Task data below:
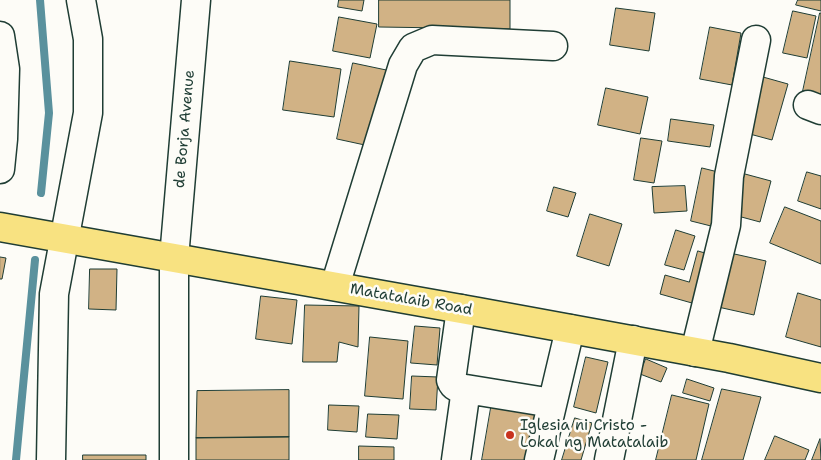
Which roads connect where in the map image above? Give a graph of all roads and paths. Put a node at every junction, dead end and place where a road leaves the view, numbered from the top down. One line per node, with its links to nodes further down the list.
1 (81, 0): 8 (street)
2 (196, 0): 9 (street, de Borja Avenue)
3 (0, 36): 6 (street)
4 (756, 40): 14 (street)
5 (553, 46): 10 (street)
6 (0, 169)
7 (0, 227): 8 (main road, Matatalaib Road)
8 (65, 238): 9 (main road, Matatalaib Road); 18 (street)
9 (174, 258): 10 (main road, Matatalaib Road); 19 (street, de Borja Avenue)
10 (335, 286): 11 (main road, Matatalaib Road)
11 (461, 309): 12 (main road, Matatalaib Road); 16 (street)
12 (570, 329): 13 (main road, Matatalaib Road); 17 (street)
13 (633, 340): 14 (main road, Matatalaib Road); 22 (street)
14 (694, 352): 15 (main road, Matatalaib Road)
15 (821, 378)
16 (466, 389): 17 (street); 20 (street)
17 (552, 403): 21 (street)
18 (51, 460)
19 (174, 460)
20 (456, 460)
21 (539, 460)
22 (609, 460)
End of Task data.
Problem requirements:
What is needed is a verbatim copy of the entries, leaving out any pictures.

Written answer:
Which roads connect where in the map image above? Give a graph of all roads and paths. Put a node at every junction, dead end and place where a road leaves the view, numbered from the top down. One line per node, with its links to nodes further down the list.
1 (81, 0): 8 (street)
2 (196, 0): 9 (street, de Borja Avenue)
3 (0, 36): 6 (street)
4 (756, 40): 14 (street)
5 (553, 46): 10 (street)
6 (0, 169)
7 (0, 227): 8 (main road, Matatalaib Road)
8 (65, 238): 9 (main road, Matatalaib Road); 18 (street)
9 (174, 258): 10 (main road, Matatalaib Road); 19 (street, de Borja Avenue)
10 (335, 286): 11 (main road, Matatalaib Road)
11 (461, 309): 12 (main road, Matatalaib Road); 16 (street)
12 (570, 329): 13 (main road, Matatalaib Road); 17 (street)
13 (633, 340): 14 (main road, Matatalaib Road); 22 (street)
14 (694, 352): 15 (main road, Matatalaib Road)
15 (821, 378)
16 (466, 389): 17 (street); 20 (street)
17 (552, 403): 21 (street)
18 (51, 460)
19 (174, 460)
20 (456, 460)
21 (539, 460)
22 (609, 460)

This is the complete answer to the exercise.